## TASK OBJECTIVE
Pull out each line of the data that includes the word "nodes".

## PROVIDED RECORDS

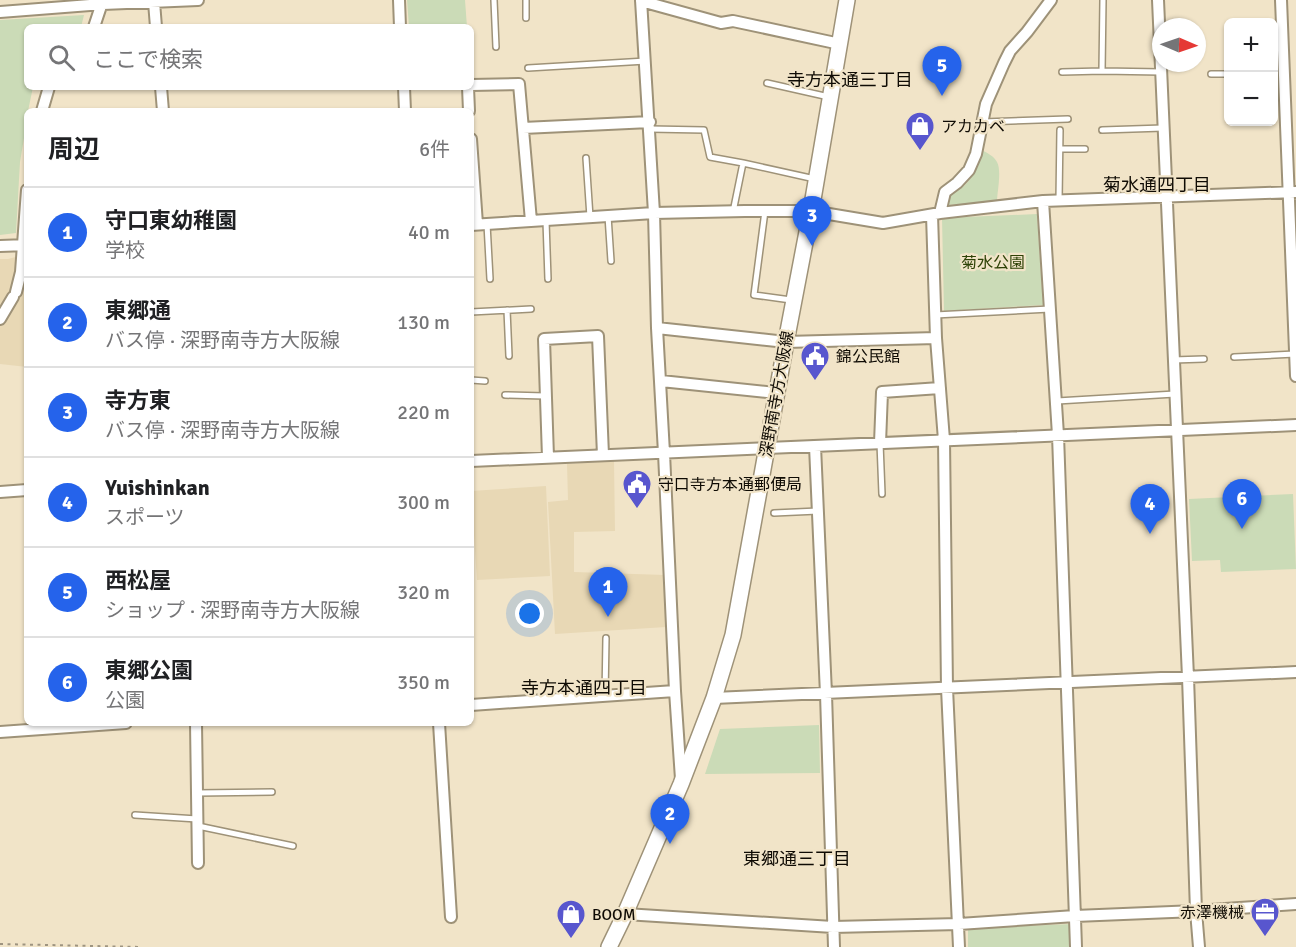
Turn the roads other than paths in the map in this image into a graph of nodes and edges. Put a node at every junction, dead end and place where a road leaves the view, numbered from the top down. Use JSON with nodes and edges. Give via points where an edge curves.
{"nodes":[{"id":1,"x":198,"y":0,"type":"edge"},
{"id":2,"x":399,"y":0,"type":"edge"},
{"id":3,"x":494,"y":0,"type":"edge"},
{"id":4,"x":526,"y":0,"type":"edge"},
{"id":5,"x":847,"y":0,"type":"edge"},
{"id":6,"x":1051,"y":0,"type":"edge"},
{"id":7,"x":1104,"y":0,"type":"edge"},
{"id":8,"x":1158,"y":0,"type":"edge"},
{"id":9,"x":1281,"y":0,"type":"edge"},
{"id":10,"x":641,"y":1,"type":"edge"},
{"id":11,"x":103,"y":2,"type":"edge"},
{"id":12,"x":154,"y":2,"type":"junction"},
{"id":13,"x":0,"y":12,"type":"edge"},
{"id":14,"x":526,"y":18,"type":"dead end"},
{"id":15,"x":1159,"y":18,"type":"edge"},
{"id":16,"x":95,"y":24,"type":"edge"},
{"id":17,"x":156,"y":24,"type":"edge"},
{"id":18,"x":400,"y":24,"type":"edge"},
{"id":19,"x":840,"y":44,"type":"junction"},
{"id":20,"x":496,"y":47,"type":"dead end"},
{"id":21,"x":646,"y":61,"type":"junction"},
{"id":22,"x":528,"y":68,"type":"dead end"},
{"id":23,"x":1102,"y":71,"type":"junction"},
{"id":24,"x":1062,"y":72,"type":"dead end"},
{"id":25,"x":1152,"y":72,"type":"edge"},
{"id":26,"x":1161,"y":72,"type":"edge"},
{"id":27,"x":1279,"y":73,"type":"edge"},
{"id":28,"x":1210,"y":74,"type":"dead end"},
{"id":29,"x":1224,"y":74,"type":"edge"},
{"id":30,"x":766,"y":83,"type":"dead end"},
{"id":31,"x":474,"y":86,"type":"edge"},
{"id":32,"x":48,"y":90,"type":"edge"},
{"id":33,"x":161,"y":90,"type":"edge"},
{"id":34,"x":404,"y":90,"type":"edge"},
{"id":35,"x":469,"y":90,"type":"edge"},
{"id":36,"x":831,"y":98,"type":"junction"},
{"id":37,"x":43,"y":108,"type":"edge"},
{"id":38,"x":164,"y":108,"type":"edge"},
{"id":39,"x":405,"y":108,"type":"edge"},
{"id":40,"x":469,"y":108,"type":"edge"},
{"id":41,"x":1068,"y":119,"type":"dead end"},
{"id":42,"x":983,"y":122,"type":"junction"},
{"id":43,"x":650,"y":125,"type":"junction"},
{"id":44,"x":523,"y":128,"type":"junction"},
{"id":45,"x":1164,"y":128,"type":"junction"},
{"id":46,"x":1060,"y":130,"type":"dead end"},
{"id":47,"x":1102,"y":130,"type":"dead end"},
{"id":48,"x":1060,"y":148,"type":"junction"},
{"id":49,"x":1085,"y":149,"type":"dead end"},
{"id":50,"x":586,"y":158,"type":"dead end"},
{"id":51,"x":743,"y":163,"type":"junction"},
{"id":52,"x":474,"y":175,"type":"edge"},
{"id":53,"x":816,"y":180,"type":"junction"},
{"id":54,"x":1292,"y":192,"type":"edge"},
{"id":55,"x":1167,"y":196,"type":"junction"},
{"id":56,"x":1059,"y":200,"type":"junction"},
{"id":57,"x":1042,"y":201,"type":"junction"},
{"id":58,"x":811,"y":211,"type":"junction"},
{"id":59,"x":733,"y":212,"type":"junction"},
{"id":60,"x":765,"y":212,"type":"junction"},
{"id":61,"x":654,"y":213,"type":"junction"},
{"id":62,"x":936,"y":214,"type":"junction"},
{"id":63,"x":608,"y":216,"type":"junction"},
{"id":64,"x":590,"y":217,"type":"junction"},
{"id":65,"x":546,"y":220,"type":"junction"},
{"id":66,"x":531,"y":221,"type":"junction"},
{"id":67,"x":478,"y":224,"type":"edge"},
{"id":68,"x":24,"y":245,"type":"edge"},
{"id":69,"x":0,"y":246,"type":"edge"},
{"id":70,"x":24,"y":252,"type":"edge"},
{"id":71,"x":1293,"y":254,"type":"edge"},
{"id":72,"x":611,"y":261,"type":"dead end"},
{"id":73,"x":490,"y":279,"type":"dead end"},
{"id":74,"x":548,"y":279,"type":"dead end"},
{"id":75,"x":794,"y":300,"type":"junction"},
{"id":76,"x":531,"y":309,"type":"dead end"},
{"id":77,"x":1050,"y":309,"type":"junction"},
{"id":78,"x":507,"y":310,"type":"junction"},
{"id":79,"x":474,"y":312,"type":"edge"},
{"id":80,"x":935,"y":315,"type":"junction"},
{"id":81,"x":0,"y":319,"type":"edge"},
{"id":82,"x":657,"y":328,"type":"junction"},
{"id":83,"x":936,"y":338,"type":"junction"},
{"id":84,"x":786,"y":342,"type":"junction"},
{"id":85,"x":1295,"y":354,"type":"edge"},
{"id":86,"x":509,"y":356,"type":"dead end"},
{"id":87,"x":1234,"y":357,"type":"dead end"},
{"id":88,"x":1204,"y":359,"type":"dead end"},
{"id":89,"x":1173,"y":360,"type":"junction"},
{"id":90,"x":1296,"y":376,"type":"edge"},
{"id":91,"x":474,"y":380,"type":"edge"},
{"id":92,"x":485,"y":381,"type":"dead end"},
{"id":93,"x":660,"y":381,"type":"junction"},
{"id":94,"x":940,"y":388,"type":"junction"},
{"id":95,"x":776,"y":393,"type":"junction"},
{"id":96,"x":1175,"y":394,"type":"junction"},
{"id":97,"x":504,"y":395,"type":"dead end"},
{"id":98,"x":546,"y":396,"type":"junction"},
{"id":99,"x":1056,"y":401,"type":"junction"},
{"id":100,"x":1296,"y":425,"type":"edge"},
{"id":101,"x":1176,"y":430,"type":"junction"},
{"id":102,"x":1058,"y":435,"type":"junction"},
{"id":103,"x":944,"y":440,"type":"junction"},
{"id":104,"x":880,"y":443,"type":"junction"},
{"id":105,"x":815,"y":446,"type":"junction"},
{"id":106,"x":767,"y":448,"type":"junction"},
{"id":107,"x":664,"y":453,"type":"junction"},
{"id":108,"x":603,"y":455,"type":"junction"},
{"id":109,"x":548,"y":457,"type":"junction"},
{"id":110,"x":474,"y":461,"type":"edge"},
{"id":111,"x":24,"y":490,"type":"edge"},
{"id":112,"x":0,"y":492,"type":"edge"},
{"id":113,"x":882,"y":494,"type":"dead end"},
{"id":114,"x":818,"y":511,"type":"junction"},
{"id":115,"x":774,"y":513,"type":"dead end"},
{"id":116,"x":606,"y":638,"type":"dead end"},
{"id":117,"x":1296,"y":672,"type":"edge"},
{"id":118,"x":1188,"y":677,"type":"junction"},
{"id":119,"x":1067,"y":682,"type":"junction"},
{"id":120,"x":947,"y":688,"type":"junction"},
{"id":121,"x":675,"y":691,"type":"junction"},
{"id":122,"x":826,"y":694,"type":"junction"},
{"id":123,"x":605,"y":696,"type":"junction"},
{"id":124,"x":714,"y":698,"type":"junction"},
{"id":125,"x":474,"y":705,"type":"edge"},
{"id":126,"x":84,"y":726,"type":"edge"},
{"id":127,"x":196,"y":726,"type":"edge"},
{"id":128,"x":439,"y":726,"type":"edge"},
{"id":129,"x":0,"y":732,"type":"edge"},
{"id":130,"x":681,"y":784,"type":"junction"},
{"id":131,"x":272,"y":792,"type":"dead end"},
{"id":132,"x":197,"y":794,"type":"junction"},
{"id":133,"x":135,"y":815,"type":"dead end"},
{"id":134,"x":197,"y":823,"type":"junction"},
{"id":135,"x":293,"y":846,"type":"dead end"},
{"id":136,"x":198,"y":862,"type":"dead end"},
{"id":137,"x":1296,"y":904,"type":"edge"},
{"id":138,"x":1196,"y":911,"type":"junction"},
{"id":139,"x":625,"y":914,"type":"junction"},
{"id":140,"x":1075,"y":916,"type":"junction"},
{"id":141,"x":451,"y":917,"type":"dead end"},
{"id":142,"x":959,"y":924,"type":"junction"},
{"id":143,"x":833,"y":927,"type":"junction"},
{"id":144,"x":609,"y":947,"type":"edge"},
{"id":145,"x":834,"y":947,"type":"edge"},
{"id":146,"x":959,"y":947,"type":"edge"},
{"id":147,"x":1076,"y":947,"type":"edge"},
{"id":148,"x":1199,"y":947,"type":"edge"}],
"edges":[{"from":1,"to":12,"type":"street"},
{"from":2,"to":18,"type":"street"},
{"from":3,"to":20,"type":"lane"},
{"from":4,"to":14,"type":"lane"},
{"from":5,"to":19,"type":"main road","name":"深野南寺方大阪線"},
{"from":6,"to":42,"type":"street","via":[[1010,51]]},
{"from":7,"to":23,"type":"lane"},
{"from":8,"to":15,"type":"street"},
{"from":9,"to":27,"type":"street"},
{"from":10,"to":19,"type":"street","via":[[721,23],[734,21]]},
{"from":10,"to":21,"type":"street"},
{"from":11,"to":12,"type":"street"},
{"from":11,"to":13,"type":"street"},
{"from":11,"to":16,"type":"street"},
{"from":12,"to":17,"type":"street"},
{"from":19,"to":36,"type":"main road","name":"深野南寺方大阪線"},
{"from":21,"to":22,"type":"lane"},
{"from":21,"to":43,"type":"street"},
{"from":23,"to":24,"type":"lane"},
{"from":23,"to":25,"type":"lane"},
{"from":26,"to":45,"type":"street"},
{"from":27,"to":54,"type":"street"},
{"from":28,"to":29,"type":"lane"},
{"from":30,"to":36,"type":"lane"},
{"from":31,"to":44,"type":"street","via":[[519,84]]},
{"from":32,"to":37,"type":"street"},
{"from":33,"to":38,"type":"street"},
{"from":34,"to":39,"type":"street"},
{"from":35,"to":40,"type":"street"},
{"from":36,"to":53,"type":"main road","name":"深野南寺方大阪線"},
{"from":41,"to":42,"type":"lane"},
{"from":42,"to":62,"type":"street","via":[[969,170],[945,192]]},
{"from":43,"to":44,"type":"street"},
{"from":43,"to":51,"type":"lane","via":[[704,130],[710,157]]},
{"from":43,"to":61,"type":"street"},
{"from":44,"to":66,"type":"street"},
{"from":45,"to":47,"type":"lane"},
{"from":45,"to":55,"type":"street"},
{"from":46,"to":48,"type":"lane"},
{"from":48,"to":49,"type":"lane"},
{"from":48,"to":56,"type":"lane"},
{"from":50,"to":64,"type":"lane"},
{"from":51,"to":53,"type":"lane"},
{"from":51,"to":59,"type":"lane"},
{"from":52,"to":67,"type":"street"},
{"from":53,"to":58,"type":"main road","name":"深野南寺方大阪線"},
{"from":54,"to":55,"type":"street"},
{"from":54,"to":71,"type":"street"},
{"from":55,"to":56,"type":"street"},
{"from":55,"to":89,"type":"street"},
{"from":56,"to":57,"type":"street"},
{"from":57,"to":62,"type":"street"},
{"from":57,"to":77,"type":"street"},
{"from":58,"to":60,"type":"street"},
{"from":58,"to":62,"type":"street","via":[[883,223]]},
{"from":58,"to":75,"type":"main road","name":"深野南寺方大阪線"},
{"from":59,"to":60,"type":"street"},
{"from":59,"to":61,"type":"street"},
{"from":60,"to":75,"type":"lane","via":[[754,295]]},
{"from":61,"to":63,"type":"street"},
{"from":61,"to":82,"type":"street"},
{"from":62,"to":80,"type":"street"},
{"from":63,"to":64,"type":"street"},
{"from":63,"to":72,"type":"lane"},
{"from":64,"to":65,"type":"street"},
{"from":65,"to":66,"type":"street"},
{"from":65,"to":74,"type":"lane"},
{"from":66,"to":67,"type":"street"},
{"from":67,"to":73,"type":"lane"},
{"from":68,"to":69,"type":"street"},
{"from":70,"to":81,"type":"street","via":[[14,295]]},
{"from":71,"to":85,"type":"street"},
{"from":75,"to":84,"type":"main road","name":"深野南寺方大阪線"},
{"from":76,"to":78,"type":"lane"},
{"from":77,"to":80,"type":"lane"},
{"from":77,"to":99,"type":"street"},
{"from":78,"to":79,"type":"lane"},
{"from":78,"to":86,"type":"lane"},
{"from":80,"to":83,"type":"street"},
{"from":82,"to":84,"type":"street"},
{"from":82,"to":93,"type":"street"},
{"from":83,"to":84,"type":"street"},
{"from":83,"to":94,"type":"street"},
{"from":84,"to":95,"type":"main road","name":"深野南寺方大阪線"},
{"from":85,"to":87,"type":"lane"},
{"from":85,"to":90,"type":"street"},
{"from":88,"to":89,"type":"lane"},
{"from":89,"to":96,"type":"street"},
{"from":91,"to":92,"type":"lane"},
{"from":93,"to":95,"type":"street"},
{"from":93,"to":107,"type":"street"},
{"from":94,"to":103,"type":"street"},
{"from":94,"to":104,"type":"street","via":[[882,392]]},
{"from":95,"to":106,"type":"main road","name":"深野南寺方大阪線"},
{"from":96,"to":99,"type":"lane"},
{"from":96,"to":101,"type":"street"},
{"from":97,"to":98,"type":"lane"},
{"from":98,"to":108,"type":"street","via":[[544,339],[598,336]]},
{"from":98,"to":109,"type":"street"},
{"from":99,"to":102,"type":"street"},
{"from":100,"to":101,"type":"street"},
{"from":101,"to":102,"type":"street"},
{"from":101,"to":118,"type":"street"},
{"from":102,"to":103,"type":"street"},
{"from":102,"to":119,"type":"street"},
{"from":103,"to":104,"type":"street"},
{"from":103,"to":120,"type":"street"},
{"from":104,"to":105,"type":"street"},
{"from":104,"to":113,"type":"lane"},
{"from":105,"to":106,"type":"street"},
{"from":105,"to":114,"type":"street"},
{"from":106,"to":107,"type":"street"},
{"from":106,"to":124,"type":"main road","name":"深野南寺方大阪線","via":[[733,635]]},
{"from":107,"to":108,"type":"street"},
{"from":107,"to":121,"type":"street"},
{"from":108,"to":109,"type":"street"},
{"from":109,"to":110,"type":"street"},
{"from":111,"to":112,"type":"street"},
{"from":114,"to":115,"type":"lane"},
{"from":114,"to":122,"type":"street"},
{"from":116,"to":123,"type":"lane"},
{"from":117,"to":118,"type":"street"},
{"from":118,"to":119,"type":"street"},
{"from":118,"to":138,"type":"street"},
{"from":119,"to":120,"type":"street"},
{"from":119,"to":140,"type":"street"},
{"from":120,"to":122,"type":"street"},
{"from":120,"to":142,"type":"street"},
{"from":121,"to":123,"type":"street"},
{"from":121,"to":130,"type":"street"},
{"from":122,"to":124,"type":"street"},
{"from":122,"to":143,"type":"street"},
{"from":123,"to":125,"type":"street"},
{"from":124,"to":130,"type":"main road","name":"深野南寺方大阪線"},
{"from":126,"to":129,"type":"street"},
{"from":127,"to":132,"type":"street"},
{"from":128,"to":141,"type":"street"},
{"from":130,"to":139,"type":"main road","name":"深野南寺方大阪線"},
{"from":131,"to":132,"type":"lane"},
{"from":132,"to":134,"type":"street"},
{"from":133,"to":134,"type":"lane"},
{"from":134,"to":135,"type":"lane"},
{"from":134,"to":136,"type":"street"},
{"from":137,"to":138,"type":"street"},
{"from":138,"to":140,"type":"street"},
{"from":138,"to":148,"type":"street"},
{"from":139,"to":143,"type":"street"},
{"from":139,"to":144,"type":"main road","name":"深野南寺方大阪線"},
{"from":140,"to":142,"type":"street"},
{"from":140,"to":147,"type":"street"},
{"from":142,"to":143,"type":"street"},
{"from":142,"to":146,"type":"street"},
{"from":143,"to":145,"type":"street"}]}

## ANSWER SPACE
Turn the roads other than paths in the map in this image into a graph of nodes and edges. Put a node at every junction, dead end and place where a road leaves the view, numbered from the top down. Use JSON with nodes and edges. Give via points where an edge curves.
{"nodes":[{"id":1,"x":198,"y":0,"type":"edge"},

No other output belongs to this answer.